The Big Apple’s youngest Mayor, in a world-class imitation of a broken record, is stretching liberal stereotypes to the breaking point. “The time has come,” Zohran Mamdani, 33, said, “to tax the richest New Yorkers and most profitable corporations.” The mayor said he never frets about any exodus of the City’s high earners or businesses if there is a tax increase. What, me worry? Mamdani is more concerned about working-class residents leaving because of the high cost of living.
If only he had more taxpayer money to play with! Then, life in the City that Never Sleeps will surely become more affordable. You believe that, right?
🔥 The 5’6” Mayor has stumbled, right out of the gate, over his first construction detour. It takes the form of a $12 billion budget in the City’s $112 billion annual budget. Applying lessons from Politics 101, in what CBS colorfully called “a blaming spree,” Mamdani mostly blamed his predecessor, former Mayor Eric Adams.
“This crisis has a name and a chief architect. In the words of the Jackson 5, it’s as easy as ABC. This is the Adams budget crisis,” Mamdani gushed. “He systematically under-budgeted services that New Yorkers rely on every single day.”

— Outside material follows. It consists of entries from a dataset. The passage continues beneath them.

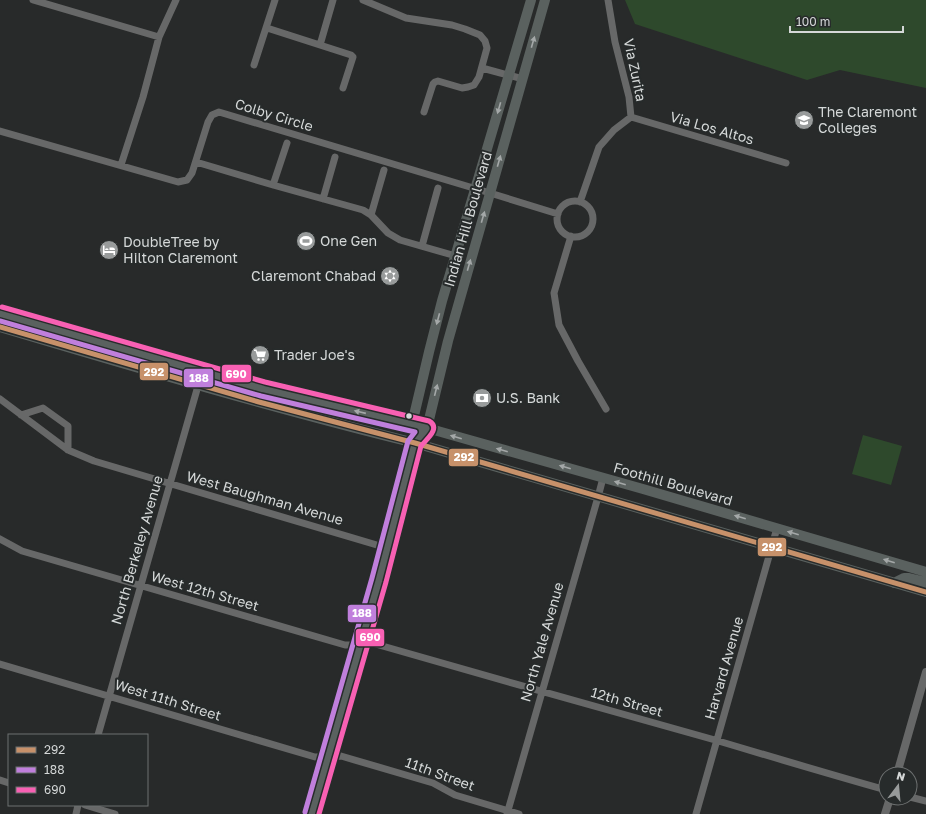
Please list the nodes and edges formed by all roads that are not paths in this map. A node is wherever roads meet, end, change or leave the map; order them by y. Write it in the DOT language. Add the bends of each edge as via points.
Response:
graph roads {
  1 [pos="33,0"];
  2 [pos="176,0"];
  3 [pos="275,0"];
  4 [pos="333,0"];
  5 [pos="363,0"];
  6 [pos="531,0"];
  7 [pos="545,0"];
  8 [pos="608,0"];
  9 [pos="267,28"];
  10 [pos="160,37"];
  11 [pos="320,45"];
  12 [pos="254,66"];
  13 [pos="482,68"];
  14 [pos="509,75"];
  15 [pos="523,79"];
  16 [pos="344,88"];
  17 [pos="424,112"];
  18 [pos="631,117"];
  19 [pos="0,131"];
  20 [pos="287,143"];
  21 [pos="335,157"];
  22 [pos="196,162"];
  23 [pos="786,163"];
  24 [pos="121,166"];
  25 [pos="384,170"];
  26 [pos="273,186"];
  27 [pos="438,188"];
  28 [pos="476,189"];
  29 [pos="490,193"];
  30 [pos="323,200"];
  31 [pos="580,202"];
  32 [pos="558,214"];
  33 [pos="371,215"];
  34 [pos="570,236"];
  35 [pos="422,246"];
  36 [pos="456,256"];
  37 [pos="0,314"];
  38 [pos="0,327"];
  39 [pos="202,372"];
  40 [pos="198,385"];
  41 [pos="0,400"];
  42 [pos="606,409"];
  43 [pos="21,415"];
  44 [pos="412,424"];
  45 [pos="427,428"];
  46 [pos="415,443"];
  47 [pos="68,450"];
  48 [pos="602,478"];
  49 [pos="169,484"];
  50 [pos="598,497"];
  51 [pos="777,528"];
  52 [pos="0,539"];
  53 [pos="772,547"];
  54 [pos="387,548"];
  55 [pos="926,572"];
  56 [pos="926,582"];
  57 [pos="894,583"];
  58 [pos="140,586"];
  59 [pos="926,592"];
  60 [pos="360,645"];
  61 [pos="0,664"];
  62 [pos="926,672"];
  63 [pos="542,691"];
  64 [pos="109,696"];
  65 [pos="98,734"];
  66 [pos="716,741"];
  67 [pos="328,756"];
  68 [pos="899,766"];
  69 [pos="878,788"];
  70 [pos="88,806"];
  71 [pos="507,812"];
  72 [pos="115,814"];
  73 [pos="312,814"];
  74 [pos="519,814"];
  75 [pos="696,814"];
  1 -- 10 [label="street"];
  2 -- 10 [label="street"];
  3 -- 9 [label="street"];
  4 -- 11 [label="street"];
  5 -- 13 [label="street" via="406,18 452,25 480,35 487,48"];
  6 -- 14 [label="main road, Indian Hill Boulevard"];
  15 -- 7 [label="main road, Indian Hill Boulevard, one-way"];
  8 -- 18 [label="street, Via Zurita"];
  9 -- 11 [label="street"];
  9 -- 12 [label="street"];
  10 -- 24 [label="street"];
  11 -- 16 [label="street" via="353,57"];
  13 -- 14 [label="street"];
  13 -- 17 [label="street" via="474,85 468,87 435,82"];
  14 -- 15 [label="street"];
  14 -- 28 [label="main road, Indian Hill Boulevard, one-way"];
  29 -- 15 [label="main road, Indian Hill Boulevard, one-way"];
  18 -- 23 [label="street, Via Los Altos"];
  18 -- 31 [label="street, Via Zurita" via="614,130 599,147"];
  19 -- 24 [label="street, Colby Circle"];
  20 -- 26 [label="street"];
  21 -- 30 [label="street"];
  22 -- 24 [label="street, Colby Circle" via="187,180 178,182"];
  22 -- 26 [label="street"];
  22 -- 28 [label="street, Colby Circle" via="208,122 212,115 219,112"];
  25 -- 33 [label="street"];
  26 -- 30 [label="street"];
  27 -- 35 [label="street"];
  28 -- 29 [label="street, Colby Circle"];
  28 -- 36 [label="main road, Indian Hill Boulevard"];
  29 -- 32 [label="street, Colby Circle"];
  45 -- 29 [label="main road, Indian Hill Boulevard, one-way" via="448,341"];
  30 -- 33 [label="street" via="362,210"];
  31 -- 32 [label="street" via="567,203"];
  31 -- 34 [label="street" via="591,210 593,224 584,234 578,237"];
  32 -- 34 [label="street" via="560,228"];
  33 -- 35 [label="street" via="388,233 400,240"];
  34 -- 42 [label="street" via="554,293 559,325"];
  35 -- 36 [label="street"];
  36 -- 44 [label="main road, Indian Hill Boulevard, one-way" via="442,301"];
  37 -- 39 [label="main road"];
  38 -- 40 [label="main road"];
  39 -- 40 [label="street, North Berkeley Avenue"];
  44 -- 39 [label="main road, Foothill Boulevard, one-way"];
  40 -- 46 [label="main road"];
  40 -- 49 [label="street, North Berkeley Avenue"];
  41 -- 43 [label="street, West Baughman Avenue"];
  43 -- 47 [label="street, West Baughman Avenue"];
  43 -- 47 [label="street" via="43,408 68,426"];
  44 -- 45 [label="main road, Foothill Boulevard"];
  44 -- 46 [label="main road, Indian Hill Boulevard"];
  45 -- 46 [label="main road, Indian Hill Boulevard"];
  48 -- 45 [label="main road, Foothill Boulevard, one-way"];
  46 -- 50 [label="main road"];
  46 -- 54 [label="main road, Indian Hill Boulevard"];
  47 -- 49 [label="street, West Baughman Avenue" via="94,461"];
  48 -- 50 [label="street, North Yale Avenue"];
  51 -- 48 [label="main road, Foothill Boulevard, one-way"];
  49 -- 54 [label="street, West Baughman Avenue"];
  49 -- 58 [label="street, North Berkeley Avenue"];
  50 -- 53 [label="main road"];
  50 -- 63 [label="street, North Yale Avenue"];
  51 -- 53 [label="street, Harvard Avenue"];
  55 -- 51 [label="main road, Foothill Boulevard, one-way"];
  52 -- 58 [label="street, West 12th Street" via="22,551"];
  53 -- 57 [label="main road"];
  53 -- 66 [label="street, Harvard Avenue"];
  54 -- 60 [label="main road, Indian Hill Boulevard"];
  56 -- 57 [label="main road" via="904,578"];
  57 -- 59 [label="main road"];
  58 -- 60 [label="street, West 12th Street" via="345,645"];
  58 -- 64 [label="street, North Berkeley Avenue"];
  60 -- 63 [label="street, 12th Street" via="372,643"];
  60 -- 67 [label="main road, Indian Hill Boulevard"];
  61 -- 64 [label="street, West 11th Street"];
  62 -- 68 [label="street"];
  63 -- 66 [label="street, 12th Street"];
  63 -- 71 [label="street, North Yale Avenue"];
  64 -- 65 [label="street, North Berkeley Avenue"];
  64 -- 67 [label="street, West 11th Street" via="315,757"];
  66 -- 69 [label="street, 12th Street"];
  66 -- 75 [label="street, Harvard Avenue"];
  67 -- 71 [label="street, 11th Street" via="341,756 433,783 455,795"];
  67 -- 73 [label="main road, Indian Hill Boulevard"];
  70 -- 72 [label="street"];
  71 -- 74 [label="street, 11th Street"];
}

But Mayor Adams wasn’t taking that lying down. He quickly shot back on social media, pointing out that, in 2023, he was ringing alarm bells predicting exactly this outcome. Unfortunately for Mayor Mamdani, the Adams story was widely reported at the time. Headline from Politico, August 2023:
“If we don’t get the support we need, New Yorkers could be left with a $12 billion bill,” Adams said at the time, in a formal address from City Hall. “The immigration system in this nation is broken; it has been broken for decades,” Adams added, declaring: “Today, New York City has been left to pick up the pieces.”
Ruh-roh, Scooby! One of the biggest planks in Mamdani’s policy portfolio is sanctuary status, deleting ICE, and promoting rights of illegal aliens to vote in city elections. The debate exhausts him. “I’m exhausted from waking up each day to news of someone being forcibly removed from their vehicle, their home, or their life. What we need is a sense of humanity,” Mamdani said in a very non-exhausted way just ten days ago.
“I am in support of abolishing ICE,” he added, warming to his theme, “because it’s terrorizing people no matter their immigration status, no matter the facts of the law, no matter the facts of the case.”
Any good Marxist can see that hiking taxes on “rich people” is the obvious answer.
The article explained the collectivist Mayor has two signature policy plans: first, raising the corporate tax rate to 11.5%, and then slapping a 2% city income tax on people earning $1 million or more. Trouble is, he lacks the authority to hike those tax rates, which are powers reserved to Albany.
What Mamdani could do is raise property taxes — the City’s single largest revenue source — but he’s been notably silent on that, which would be the only tax option he could actually deliver on.
Which leads to the little Mayor’s second problem.
🔥 At an unrelated event Wednesday, New York Governor Kathy Hochul nixed any new income taxes. Reporters asked her whether she’d work with Mayor Mamdani to achieve his goal. She said no. “The news flash, maybe you haven’t heard me, is we’re not raising taxes in the state of New York,” she vowed. “So he’ll continue to say what he needs to say, I’ll continue to say what I want to say, and you can report it any way you want.”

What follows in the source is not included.